### Source material

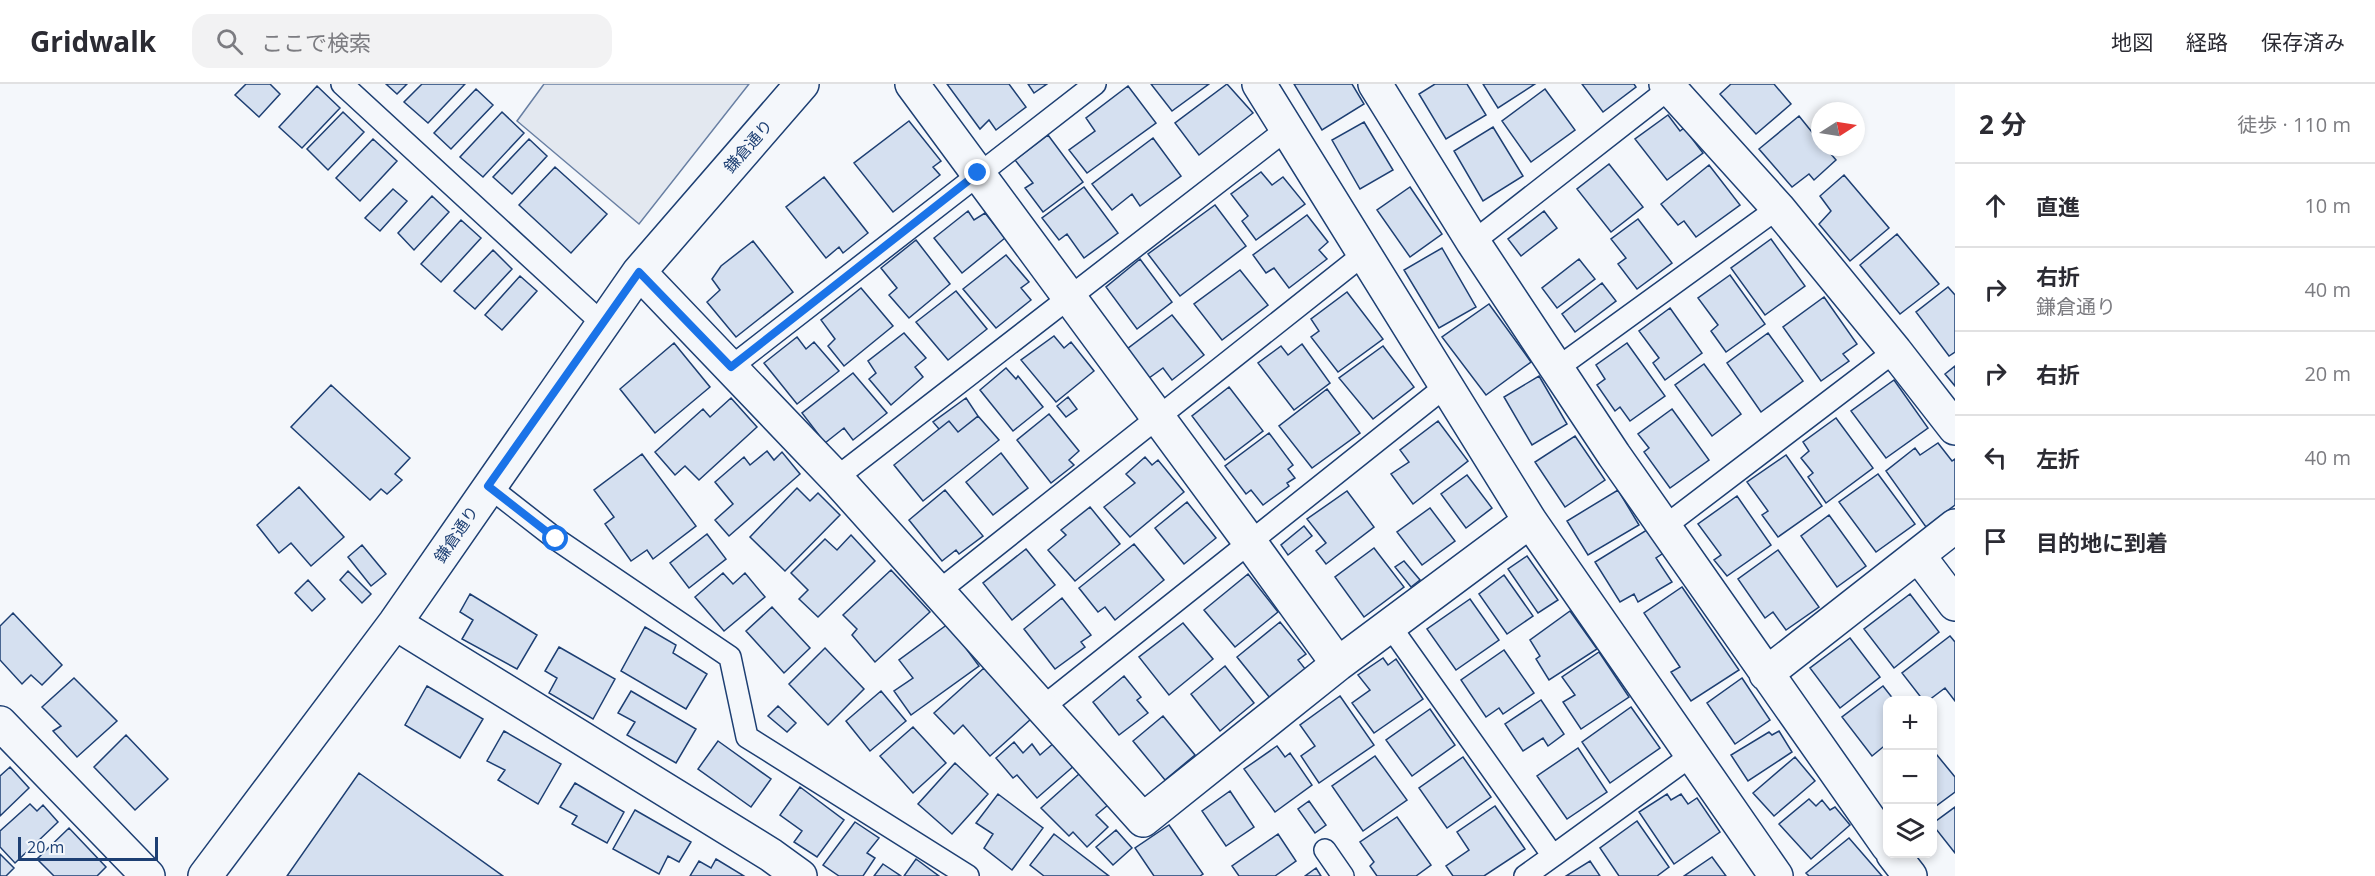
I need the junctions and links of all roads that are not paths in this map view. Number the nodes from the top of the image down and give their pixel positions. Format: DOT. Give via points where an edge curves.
graph roads {
  1 [pos="342,84"];
  2 [pos="802,84"];
  3 [pos="912,84"];
  4 [pos="1095,84"];
  5 [pos="1259,84"];
  6 [pos="1375,84"];
  7 [pos="1668,86"];
  8 [pos="1287,129"];
  9 [pos="978,173"];
  10 [pos="1778,208"];
  11 [pos="1473,242"];
  12 [pos="1364,254"];
  13 [pos="639,272"];
  14 [pos="1070,297"];
  15 [pos="603,324"];
  16 [pos="1895,351"];
  17 [pos="731,367"];
  18 [pos="1556,369"];
  19 [pos="1446,386"];
  20 [pos="1159,418"];
  21 [pos="1955,428"];
  22 [pos="836,478"];
  23 [pos="488,486"];
  24 [pos="1530,521"];
  25 [pos="1955,526"];
  26 [pos="1664,527"];
  27 [pos="1249,541"];
  28 [pos="1918,555"];
  29 [pos="939,591"];
  30 [pos="1955,604"];
  31 [pos="395,622"];
  32 [pos="1390,626"];
  33 [pos="1338,664"];
  34 [pos="1766,674"];
  35 [pos="1044,707"];
  36 [pos="0,723"];
  37 [pos="1692,755"];
  38 [pos="1883,840"];
  39 [pos="1325,850"];
  40 [pos="1553,856"];
  41 [pos="1896,858"];
  42 [pos="148,876"];
  43 [pos="205,876"];
  44 [pos="800,876"];
  45 [pos="968,876"];
  46 [pos="1342,876"];
  47 [pos="1525,876"];
  48 [pos="1776,876"];
  49 [pos="1910,876"];
  1 -- 15 [label="lane"];
  2 -- 13 [label="street, 鎌倉通り"];
  3 -- 9 [label="street"];
  4 -- 9 [label="lane"];
  5 -- 8 [label="street"];
  6 -- 11 [label="street"];
  7 -- 10 [label="street"];
  7 -- 11 [label="lane"];
  8 -- 12 [label="street"];
  8 -- 14 [label="lane"];
  9 -- 14 [label="street"];
  9 -- 17 [label="lane"];
  10 -- 16 [label="street"];
  10 -- 18 [label="lane"];
  11 -- 18 [label="street"];
  12 -- 19 [label="street"];
  12 -- 20 [label="lane"];
  13 -- 15 [label="street, 鎌倉通り"];
  13 -- 17 [label="street"];
  14 -- 20 [label="street"];
  14 -- 22 [label="lane"];
  15 -- 23 [label="street, 鎌倉通り"];
  16 -- 21 [label="street"];
  16 -- 26 [label="lane"];
  17 -- 22 [label="street"];
  18 -- 26 [label="street"];
  19 -- 24 [label="street"];
  19 -- 27 [label="lane"];
  20 -- 27 [label="street"];
  20 -- 29 [label="lane"];
  22 -- 29 [label="street"];
  23 -- 31 [label="street, 鎌倉通り"];
  23 -- 45 [label="lane" via="556,539 730,657 747,737"];
  24 -- 32 [label="street"];
  24 -- 37 [label="street"];
  25 -- 28 [label="street"];
  26 -- 34 [label="street"];
  27 -- 33 [label="street"];
  27 -- 35 [label="lane"];
  28 -- 30 [label="street"];
  28 -- 34 [label="street"];
  29 -- 35 [label="street"];
  31 -- 43 [label="street, 鎌倉通り"];
  31 -- 44 [label="street"];
  32 -- 33 [label="street"];
  32 -- 40 [label="lane"];
  33 -- 35 [label="street" via="1143,820"];
  34 -- 38 [label="street"];
  36 -- 42 [label="street"];
  37 -- 40 [label="lane"];
  37 -- 48 [label="street"];
  39 -- 46 [label="lane"];
  40 -- 47 [label="lane"];
  41 -- 49 [label="street"];
}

######

* [Brief]: For this exercise, return the data above exactly and leave every picture out.

* [Reply]:
I need the junctions and links of all roads that are not paths in this map view. Number the nodes from the top of the image down and give their pixel positions. Format: DOT. Give via points where an edge curves.
graph roads {
  1 [pos="342,84"];
  2 [pos="802,84"];
  3 [pos="912,84"];
  4 [pos="1095,84"];
  5 [pos="1259,84"];
  6 [pos="1375,84"];
  7 [pos="1668,86"];
  8 [pos="1287,129"];
  9 [pos="978,173"];
  10 [pos="1778,208"];
  11 [pos="1473,242"];
  12 [pos="1364,254"];
  13 [pos="639,272"];
  14 [pos="1070,297"];
  15 [pos="603,324"];
  16 [pos="1895,351"];
  17 [pos="731,367"];
  18 [pos="1556,369"];
  19 [pos="1446,386"];
  20 [pos="1159,418"];
  21 [pos="1955,428"];
  22 [pos="836,478"];
  23 [pos="488,486"];
  24 [pos="1530,521"];
  25 [pos="1955,526"];
  26 [pos="1664,527"];
  27 [pos="1249,541"];
  28 [pos="1918,555"];
  29 [pos="939,591"];
  30 [pos="1955,604"];
  31 [pos="395,622"];
  32 [pos="1390,626"];
  33 [pos="1338,664"];
  34 [pos="1766,674"];
  35 [pos="1044,707"];
  36 [pos="0,723"];
  37 [pos="1692,755"];
  38 [pos="1883,840"];
  39 [pos="1325,850"];
  40 [pos="1553,856"];
  41 [pos="1896,858"];
  42 [pos="148,876"];
  43 [pos="205,876"];
  44 [pos="800,876"];
  45 [pos="968,876"];
  46 [pos="1342,876"];
  47 [pos="1525,876"];
  48 [pos="1776,876"];
  49 [pos="1910,876"];
  1 -- 15 [label="lane"];
  2 -- 13 [label="street, 鎌倉通り"];
  3 -- 9 [label="street"];
  4 -- 9 [label="lane"];
  5 -- 8 [label="street"];
  6 -- 11 [label="street"];
  7 -- 10 [label="street"];
  7 -- 11 [label="lane"];
  8 -- 12 [label="street"];
  8 -- 14 [label="lane"];
  9 -- 14 [label="street"];
  9 -- 17 [label="lane"];
  10 -- 16 [label="street"];
  10 -- 18 [label="lane"];
  11 -- 18 [label="street"];
  12 -- 19 [label="street"];
  12 -- 20 [label="lane"];
  13 -- 15 [label="street, 鎌倉通り"];
  13 -- 17 [label="street"];
  14 -- 20 [label="street"];
  14 -- 22 [label="lane"];
  15 -- 23 [label="street, 鎌倉通り"];
  16 -- 21 [label="street"];
  16 -- 26 [label="lane"];
  17 -- 22 [label="street"];
  18 -- 26 [label="street"];
  19 -- 24 [label="street"];
  19 -- 27 [label="lane"];
  20 -- 27 [label="street"];
  20 -- 29 [label="lane"];
  22 -- 29 [label="street"];
  23 -- 31 [label="street, 鎌倉通り"];
  23 -- 45 [label="lane" via="556,539 730,657 747,737"];
  24 -- 32 [label="street"];
  24 -- 37 [label="street"];
  25 -- 28 [label="street"];
  26 -- 34 [label="street"];
  27 -- 33 [label="street"];
  27 -- 35 [label="lane"];
  28 -- 30 [label="street"];
  28 -- 34 [label="street"];
  29 -- 35 [label="street"];
  31 -- 43 [label="street, 鎌倉通り"];
  31 -- 44 [label="street"];
  32 -- 33 [label="street"];
  32 -- 40 [label="lane"];
  33 -- 35 [label="street" via="1143,820"];
  34 -- 38 [label="street"];
  36 -- 42 [label="street"];
  37 -- 40 [label="lane"];
  37 -- 48 [label="street"];
  39 -- 46 [label="lane"];
  40 -- 47 [label="lane"];
  41 -- 49 [label="street"];
}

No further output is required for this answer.